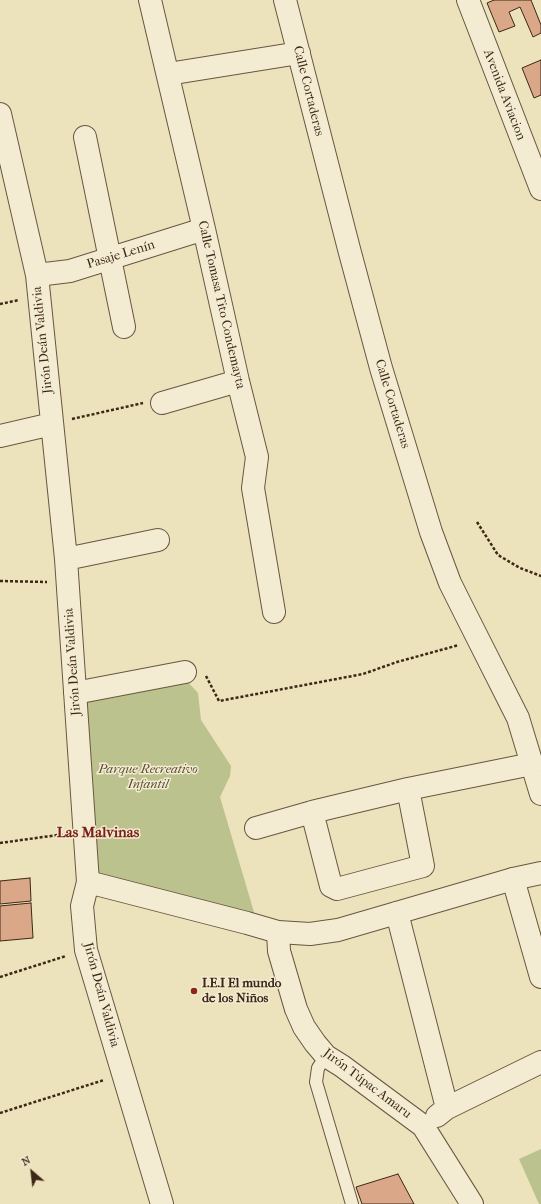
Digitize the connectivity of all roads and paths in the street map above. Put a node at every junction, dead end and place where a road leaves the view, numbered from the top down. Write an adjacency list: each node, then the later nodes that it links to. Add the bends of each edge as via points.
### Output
1 (150, 0): 5 (street, Calle Tomasa Tito Condemayta)
2 (284, 0): 4 (street, Calle Cortaderas)
3 (468, 0): 8 (street, Avenida Aviacion)
4 (299, 54): 5 (street); 24 (street, Calle Cortaderas, via 375,346 430,532 450,583)
5 (168, 74): 9 (street, Calle Tomasa Tito Condemayta)
6 (0, 114): 11 (street, Jirón Deán Valdivia)
7 (85, 137): 10 (street)
8 (541, 189)
9 (204, 229): 10 (street, Pasaje Lenín); 13 (street, Calle Tomasa Tito Condemayta)
10 (109, 259): 11 (street, Pasaje Lenín, via 70,271); 12 (street)
11 (37, 276): 15 (street, Jirón Deán Valdivia)
12 (124, 327)
13 (238, 381): 14 (street); 23 (street, Calle Tomasa Tito Condemayta, via 257,457 253,488)
14 (153, 403): 15 (path)
15 (52, 424): 16 (street); 19 (street, Jirón Deán Valdivia)
16 (0, 436)
17 (477, 522): 20 (path, via 498,555 520,568)
18 (158, 540): 19 (street)
19 (66, 559): 22 (street, Jirón Deán Valdivia)
20 (541, 576)
21 (0, 582): 22 (path)
22 (67, 583): 26 (street, Jirón Deán Valdivia)
23 (274, 612)
24 (478, 639): 25 (path, via 363,674 219,701 206,676); 27 (street, Calle Cortaderas, via 518,718)
25 (185, 672): 26 (street)
26 (75, 693): 32 (street, Jirón Deán Valdivia)
27 (532, 764): 28 (street); 29 (street, Calle Cortaderas)
28 (408, 789): 30 (street); 30 (street, via 423,866 337,889 331,886)
29 (541, 794)
30 (312, 812): 31 (street)
31 (256, 828)
32 (84, 832): 33 (path); 36 (street, Jirón Deán Valdivia)
33 (0, 842)
34 (541, 873): 35 (street)
35 (513, 879): 37 (street); 41 (street)
36 (88, 882): 38 (street); 39 (street, Jirón Deán Valdivia, via 82,906)
37 (397, 913): 38 (street, via 338,930 310,934); 45 (street)
38 (278, 932): 42 (street, Jirón Túpac Amaru, via 279,951 296,1009 304,1027)
39 (86, 950): 40 (path); 44 (street, Jirón Deán Valdivia)
40 (0, 977)
41 (541, 977)
42 (326, 1056): 47 (street, Jirón Túpac Amaru); 49 (lane, via 318,1068 316,1082)
43 (541, 1062): 45 (street)
44 (123, 1074): 46 (path); 48 (street, Jirón Deán Valdivia)
45 (448, 1108): 47 (street)
46 (0, 1113)
47 (423, 1126): 50 (street, Jirón Túpac Amaru)
48 (162, 1204)
49 (352, 1204)
50 (472, 1204)

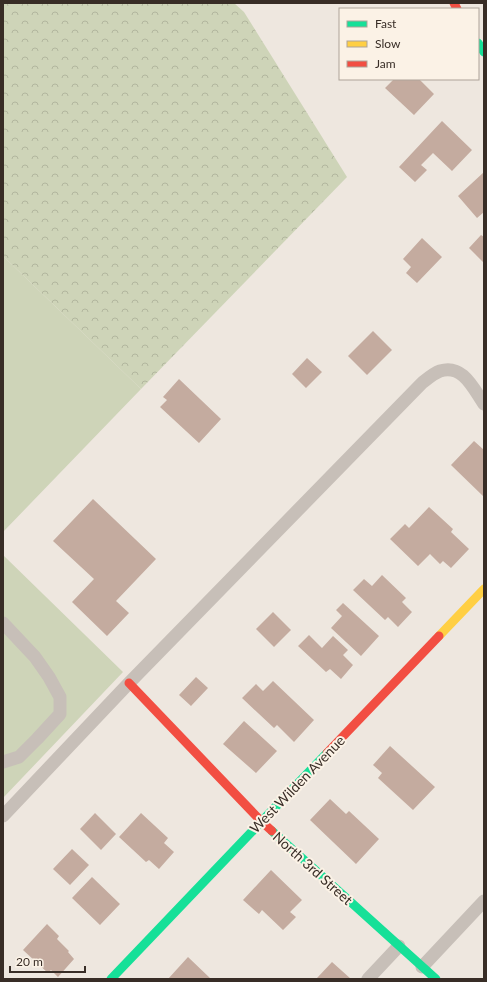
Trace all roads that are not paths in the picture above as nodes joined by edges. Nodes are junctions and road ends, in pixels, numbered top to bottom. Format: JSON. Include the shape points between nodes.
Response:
{"nodes":[{"id":1,"x":484,"y":404,"type":"edge"},
{"id":2,"x":484,"y":589,"type":"edge"},
{"id":3,"x":3,"y":623,"type":"edge"},
{"id":4,"x":129,"y":684,"type":"junction"},
{"id":5,"x":3,"y":762,"type":"edge"},
{"id":6,"x":3,"y":816,"type":"edge"},
{"id":7,"x":261,"y":821,"type":"junction"},
{"id":8,"x":484,"y":901,"type":"edge"},
{"id":9,"x":399,"y":946,"type":"junction"},
{"id":10,"x":422,"y":967,"type":"junction"},
{"id":11,"x":115,"y":978,"type":"edge"},
{"id":12,"x":368,"y":979,"type":"edge"},
{"id":13,"x":436,"y":979,"type":"edge"}],
"edges":[{"from":1,"to":4,"type":"lane","via":[[470,382],[462,373],[453,369],[439,371],[422,383]]},
{"from":2,"to":7,"type":"street","name":"West Wilden Avenue"},
{"from":3,"to":5,"type":"lane","via":[[35,657],[60,697],[60,714],[19,757]]},
{"from":4,"to":6,"type":"lane"},
{"from":4,"to":7,"type":"street","name":"North 3rd Street"},
{"from":7,"to":9,"type":"street","name":"North 3rd Street"},
{"from":7,"to":11,"type":"street","name":"West Wilden Avenue"},
{"from":8,"to":10,"type":"lane"},
{"from":9,"to":10,"type":"street","name":"North 3rd Street"},
{"from":9,"to":12,"type":"lane"},
{"from":10,"to":13,"type":"street","name":"North 3rd Street"}]}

* * *

--- What you have to do ---
Lines holding the word "Cortaderas" are the answer; copy every one from the records above.

--- Reply ---
2 (284, 0): 4 (street, Calle Cortaderas)
4 (299, 54): 5 (street); 24 (street, Calle Cortaderas, via 375,346 430,532 450,583)
24 (478, 639): 25 (path, via 363,674 219,701 206,676); 27 (street, Calle Cortaderas, via 518,718)
27 (532, 764): 28 (street); 29 (street, Calle Cortaderas)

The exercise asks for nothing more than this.